Une des preuves que le goût de la viande n’est pas naturel à l’homme, est l’indifférence que les enfans ont pour ce mets-là, & la préférence qu’ils donnent tous à des nourritures végétales, telles que le laitage, a pâtisserie, les fruits, etc. Il importe surtout de ne pas dénaturer ce goût primitif, & de ne point rendre les enfants carnassiers ; si ce n’est pour leur santé, c’est pour leur caractère ; car, de quelque manière qu’on explique l’expérience, il est certain que les grands mangeurs de viande sont en général cruels & féroces plus que les autres hommes ; cette observation est de tous les lieux & de tous les temps.

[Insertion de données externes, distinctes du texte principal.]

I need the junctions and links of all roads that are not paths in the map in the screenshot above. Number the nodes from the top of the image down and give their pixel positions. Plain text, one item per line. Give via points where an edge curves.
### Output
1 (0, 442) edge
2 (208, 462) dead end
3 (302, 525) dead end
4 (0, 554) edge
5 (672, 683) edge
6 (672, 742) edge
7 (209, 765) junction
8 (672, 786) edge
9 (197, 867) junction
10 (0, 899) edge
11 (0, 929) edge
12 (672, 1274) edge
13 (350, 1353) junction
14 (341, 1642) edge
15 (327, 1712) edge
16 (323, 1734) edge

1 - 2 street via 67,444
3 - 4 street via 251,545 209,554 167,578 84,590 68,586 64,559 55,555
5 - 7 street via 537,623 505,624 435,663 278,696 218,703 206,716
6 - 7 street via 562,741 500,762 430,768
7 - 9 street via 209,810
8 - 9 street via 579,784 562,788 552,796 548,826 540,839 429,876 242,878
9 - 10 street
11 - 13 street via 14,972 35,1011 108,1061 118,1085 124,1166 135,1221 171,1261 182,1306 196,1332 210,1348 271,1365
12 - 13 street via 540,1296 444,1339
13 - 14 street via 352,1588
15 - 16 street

La barbarie anglaise est connue [1] : les Gaures, au contraire, sont les plus doux des hommes [2]. Tous les sauvages sont cruels ; &

  1. Je sais que les Anglois vantent beaucoup leur humanité & le bon naturel de leur nation, qu’ils appellent good natured people ; mais ils ont beau crier cela tant qu’ils peuvent, personne ne le repète après eux.
  2. Les Banians qui s’abstiennent de toute chair plus sévèrement que les Gaures, sont presque aussi doux qu’eux ; mais comme leur morale est moins pure & leur culte moins raisonnable, ils ne sont pas si honnêtes gens.